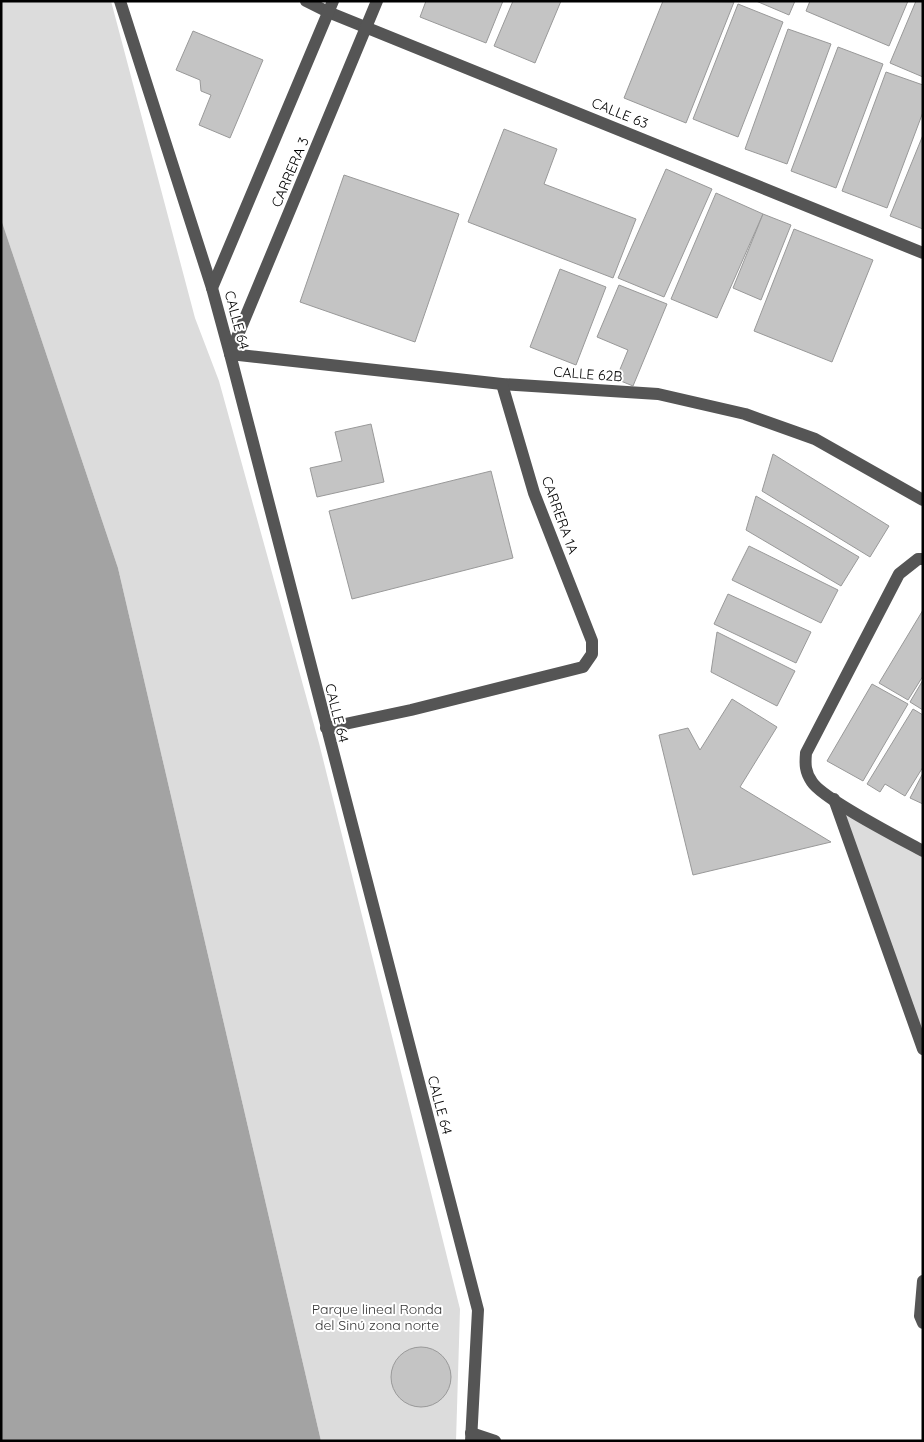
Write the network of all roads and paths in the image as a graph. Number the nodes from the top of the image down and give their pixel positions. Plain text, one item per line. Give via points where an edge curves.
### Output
::::
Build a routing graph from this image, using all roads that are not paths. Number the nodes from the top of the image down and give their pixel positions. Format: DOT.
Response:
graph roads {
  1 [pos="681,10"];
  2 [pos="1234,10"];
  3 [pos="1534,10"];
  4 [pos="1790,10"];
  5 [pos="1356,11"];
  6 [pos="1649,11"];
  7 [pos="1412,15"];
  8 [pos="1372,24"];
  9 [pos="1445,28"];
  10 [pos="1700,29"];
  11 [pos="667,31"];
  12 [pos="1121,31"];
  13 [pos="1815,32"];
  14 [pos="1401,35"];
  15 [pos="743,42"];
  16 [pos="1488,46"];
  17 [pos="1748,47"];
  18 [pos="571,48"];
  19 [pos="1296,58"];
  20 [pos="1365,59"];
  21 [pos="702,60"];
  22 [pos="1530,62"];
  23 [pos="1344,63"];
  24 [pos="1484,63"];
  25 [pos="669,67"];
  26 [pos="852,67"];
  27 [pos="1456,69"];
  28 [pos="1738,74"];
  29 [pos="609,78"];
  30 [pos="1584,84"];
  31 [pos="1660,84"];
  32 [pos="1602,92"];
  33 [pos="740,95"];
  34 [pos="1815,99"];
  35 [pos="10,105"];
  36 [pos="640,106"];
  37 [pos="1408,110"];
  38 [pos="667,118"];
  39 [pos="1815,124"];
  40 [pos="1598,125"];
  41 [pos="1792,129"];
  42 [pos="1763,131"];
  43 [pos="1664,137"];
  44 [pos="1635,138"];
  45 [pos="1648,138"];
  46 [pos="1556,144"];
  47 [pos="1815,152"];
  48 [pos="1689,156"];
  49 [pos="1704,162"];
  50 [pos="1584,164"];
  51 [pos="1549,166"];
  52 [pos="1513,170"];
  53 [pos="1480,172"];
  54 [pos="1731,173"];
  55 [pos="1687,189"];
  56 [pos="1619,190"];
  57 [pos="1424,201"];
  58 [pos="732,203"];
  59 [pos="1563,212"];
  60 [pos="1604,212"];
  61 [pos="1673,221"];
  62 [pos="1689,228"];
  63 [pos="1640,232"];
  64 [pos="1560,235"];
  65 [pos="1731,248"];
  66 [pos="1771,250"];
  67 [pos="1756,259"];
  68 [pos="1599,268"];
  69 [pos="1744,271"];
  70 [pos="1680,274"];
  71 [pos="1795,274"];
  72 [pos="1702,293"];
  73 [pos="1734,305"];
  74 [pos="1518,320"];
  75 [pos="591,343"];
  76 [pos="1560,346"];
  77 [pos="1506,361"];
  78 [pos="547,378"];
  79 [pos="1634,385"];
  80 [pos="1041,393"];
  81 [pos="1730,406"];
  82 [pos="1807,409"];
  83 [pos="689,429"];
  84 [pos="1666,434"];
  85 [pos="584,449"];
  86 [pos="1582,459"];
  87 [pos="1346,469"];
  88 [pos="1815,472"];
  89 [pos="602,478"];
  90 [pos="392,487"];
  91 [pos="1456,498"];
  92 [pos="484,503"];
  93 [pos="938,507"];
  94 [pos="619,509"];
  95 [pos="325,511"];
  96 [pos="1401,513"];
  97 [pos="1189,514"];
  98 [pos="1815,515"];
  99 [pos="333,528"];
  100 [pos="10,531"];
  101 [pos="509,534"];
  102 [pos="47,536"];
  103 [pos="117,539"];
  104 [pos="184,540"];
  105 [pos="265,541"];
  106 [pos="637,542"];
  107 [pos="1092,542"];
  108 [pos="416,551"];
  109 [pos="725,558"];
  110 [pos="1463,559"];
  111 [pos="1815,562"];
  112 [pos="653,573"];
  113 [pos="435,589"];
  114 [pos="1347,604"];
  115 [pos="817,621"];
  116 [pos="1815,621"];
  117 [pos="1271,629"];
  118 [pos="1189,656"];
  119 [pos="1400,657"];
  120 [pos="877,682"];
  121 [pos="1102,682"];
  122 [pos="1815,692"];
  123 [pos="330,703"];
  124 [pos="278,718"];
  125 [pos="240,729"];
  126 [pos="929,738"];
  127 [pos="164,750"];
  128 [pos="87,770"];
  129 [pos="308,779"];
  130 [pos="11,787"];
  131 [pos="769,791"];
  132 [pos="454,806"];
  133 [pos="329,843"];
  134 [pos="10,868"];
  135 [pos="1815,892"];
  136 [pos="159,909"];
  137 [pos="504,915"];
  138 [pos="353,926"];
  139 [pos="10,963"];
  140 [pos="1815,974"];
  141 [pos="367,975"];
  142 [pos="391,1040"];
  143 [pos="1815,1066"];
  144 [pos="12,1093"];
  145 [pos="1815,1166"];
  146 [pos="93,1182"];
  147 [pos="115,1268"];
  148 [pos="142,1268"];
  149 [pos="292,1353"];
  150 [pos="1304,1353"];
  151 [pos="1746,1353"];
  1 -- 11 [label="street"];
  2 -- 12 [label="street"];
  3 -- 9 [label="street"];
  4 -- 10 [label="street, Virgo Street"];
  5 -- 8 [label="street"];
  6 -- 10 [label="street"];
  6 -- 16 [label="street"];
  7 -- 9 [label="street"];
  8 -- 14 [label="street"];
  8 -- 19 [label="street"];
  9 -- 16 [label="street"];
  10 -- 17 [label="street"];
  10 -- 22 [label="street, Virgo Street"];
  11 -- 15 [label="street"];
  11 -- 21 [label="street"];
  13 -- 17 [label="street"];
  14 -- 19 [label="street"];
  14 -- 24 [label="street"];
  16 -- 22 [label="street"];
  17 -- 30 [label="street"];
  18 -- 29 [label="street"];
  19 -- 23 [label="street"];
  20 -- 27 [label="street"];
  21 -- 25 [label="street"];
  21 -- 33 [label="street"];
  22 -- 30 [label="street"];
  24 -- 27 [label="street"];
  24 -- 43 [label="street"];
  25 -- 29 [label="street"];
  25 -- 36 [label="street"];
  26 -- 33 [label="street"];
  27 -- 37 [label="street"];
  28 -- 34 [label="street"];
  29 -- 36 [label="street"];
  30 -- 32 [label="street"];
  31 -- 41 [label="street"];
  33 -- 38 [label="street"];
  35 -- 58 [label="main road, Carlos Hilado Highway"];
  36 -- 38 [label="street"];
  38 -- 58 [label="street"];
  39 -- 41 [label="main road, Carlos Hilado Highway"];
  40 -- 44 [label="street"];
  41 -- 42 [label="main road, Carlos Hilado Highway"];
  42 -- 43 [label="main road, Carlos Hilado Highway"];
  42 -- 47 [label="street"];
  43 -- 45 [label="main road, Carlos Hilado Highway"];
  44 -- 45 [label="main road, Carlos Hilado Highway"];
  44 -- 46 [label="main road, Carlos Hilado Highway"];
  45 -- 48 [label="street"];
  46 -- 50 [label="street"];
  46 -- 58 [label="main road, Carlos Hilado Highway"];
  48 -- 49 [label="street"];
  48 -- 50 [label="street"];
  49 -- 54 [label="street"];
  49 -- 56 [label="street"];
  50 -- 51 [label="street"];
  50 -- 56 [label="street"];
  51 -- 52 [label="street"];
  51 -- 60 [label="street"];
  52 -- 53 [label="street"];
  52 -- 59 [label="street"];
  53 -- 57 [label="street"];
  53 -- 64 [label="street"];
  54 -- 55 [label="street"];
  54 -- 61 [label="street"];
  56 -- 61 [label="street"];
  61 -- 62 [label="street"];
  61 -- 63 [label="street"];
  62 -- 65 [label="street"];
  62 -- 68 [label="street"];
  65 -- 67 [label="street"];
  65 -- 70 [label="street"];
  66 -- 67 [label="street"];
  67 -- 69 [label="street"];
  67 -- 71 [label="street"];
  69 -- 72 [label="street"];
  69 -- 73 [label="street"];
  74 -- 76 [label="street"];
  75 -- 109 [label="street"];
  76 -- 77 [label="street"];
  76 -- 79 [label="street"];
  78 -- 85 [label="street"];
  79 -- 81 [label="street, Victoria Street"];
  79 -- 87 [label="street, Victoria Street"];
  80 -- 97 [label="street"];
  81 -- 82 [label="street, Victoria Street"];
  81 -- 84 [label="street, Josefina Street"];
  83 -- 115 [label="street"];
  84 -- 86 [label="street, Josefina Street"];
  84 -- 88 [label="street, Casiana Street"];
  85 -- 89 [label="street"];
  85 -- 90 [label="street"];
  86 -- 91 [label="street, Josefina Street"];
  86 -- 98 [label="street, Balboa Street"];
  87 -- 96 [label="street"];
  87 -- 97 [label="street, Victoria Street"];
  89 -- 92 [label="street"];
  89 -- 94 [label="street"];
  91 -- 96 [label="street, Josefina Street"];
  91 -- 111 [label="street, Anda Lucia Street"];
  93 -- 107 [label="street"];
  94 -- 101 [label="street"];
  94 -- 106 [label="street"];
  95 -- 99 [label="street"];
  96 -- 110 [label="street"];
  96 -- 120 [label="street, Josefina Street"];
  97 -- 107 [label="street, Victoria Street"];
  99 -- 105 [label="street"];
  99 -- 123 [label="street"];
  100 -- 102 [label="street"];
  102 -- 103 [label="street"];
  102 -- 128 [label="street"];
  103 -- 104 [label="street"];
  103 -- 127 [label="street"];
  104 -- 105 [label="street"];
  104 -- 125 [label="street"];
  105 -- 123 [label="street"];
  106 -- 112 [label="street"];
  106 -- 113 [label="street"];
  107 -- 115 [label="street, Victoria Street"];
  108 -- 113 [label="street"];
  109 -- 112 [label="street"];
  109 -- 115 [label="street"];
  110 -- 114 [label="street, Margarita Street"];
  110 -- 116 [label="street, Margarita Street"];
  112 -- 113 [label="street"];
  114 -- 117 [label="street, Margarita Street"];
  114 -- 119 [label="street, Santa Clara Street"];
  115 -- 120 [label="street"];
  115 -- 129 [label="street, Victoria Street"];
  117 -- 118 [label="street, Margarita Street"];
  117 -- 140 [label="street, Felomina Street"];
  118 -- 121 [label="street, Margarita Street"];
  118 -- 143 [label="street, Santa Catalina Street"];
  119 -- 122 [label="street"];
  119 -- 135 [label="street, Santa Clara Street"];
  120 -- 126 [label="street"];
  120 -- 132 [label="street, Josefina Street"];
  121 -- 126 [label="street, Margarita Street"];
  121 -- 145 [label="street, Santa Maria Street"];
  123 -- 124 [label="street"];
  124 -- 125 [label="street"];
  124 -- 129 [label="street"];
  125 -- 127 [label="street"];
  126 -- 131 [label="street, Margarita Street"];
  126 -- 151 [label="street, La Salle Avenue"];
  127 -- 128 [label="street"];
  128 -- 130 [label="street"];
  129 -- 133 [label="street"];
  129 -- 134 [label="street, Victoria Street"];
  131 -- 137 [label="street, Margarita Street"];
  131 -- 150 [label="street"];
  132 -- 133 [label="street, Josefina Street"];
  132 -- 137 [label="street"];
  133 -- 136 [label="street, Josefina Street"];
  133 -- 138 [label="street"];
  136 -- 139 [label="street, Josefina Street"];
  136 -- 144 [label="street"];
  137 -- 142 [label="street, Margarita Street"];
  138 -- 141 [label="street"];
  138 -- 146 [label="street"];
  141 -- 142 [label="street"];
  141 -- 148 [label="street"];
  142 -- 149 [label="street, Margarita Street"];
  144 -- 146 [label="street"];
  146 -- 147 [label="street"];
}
::::
- **Assignment**: Copy out, from the records above, every line that holds the string "nodes".

- **Output**:
Write the network of all roads and paths in the image as a graph. Number the nodes from the top of the image down and give their pixel positions. Plain text, one item per line. Give via points where an edge curves.
Build a routing graph from this image, using all roads that are not paths. Number the nodes from the top of the image down and give their pixel positions. Format: DOT.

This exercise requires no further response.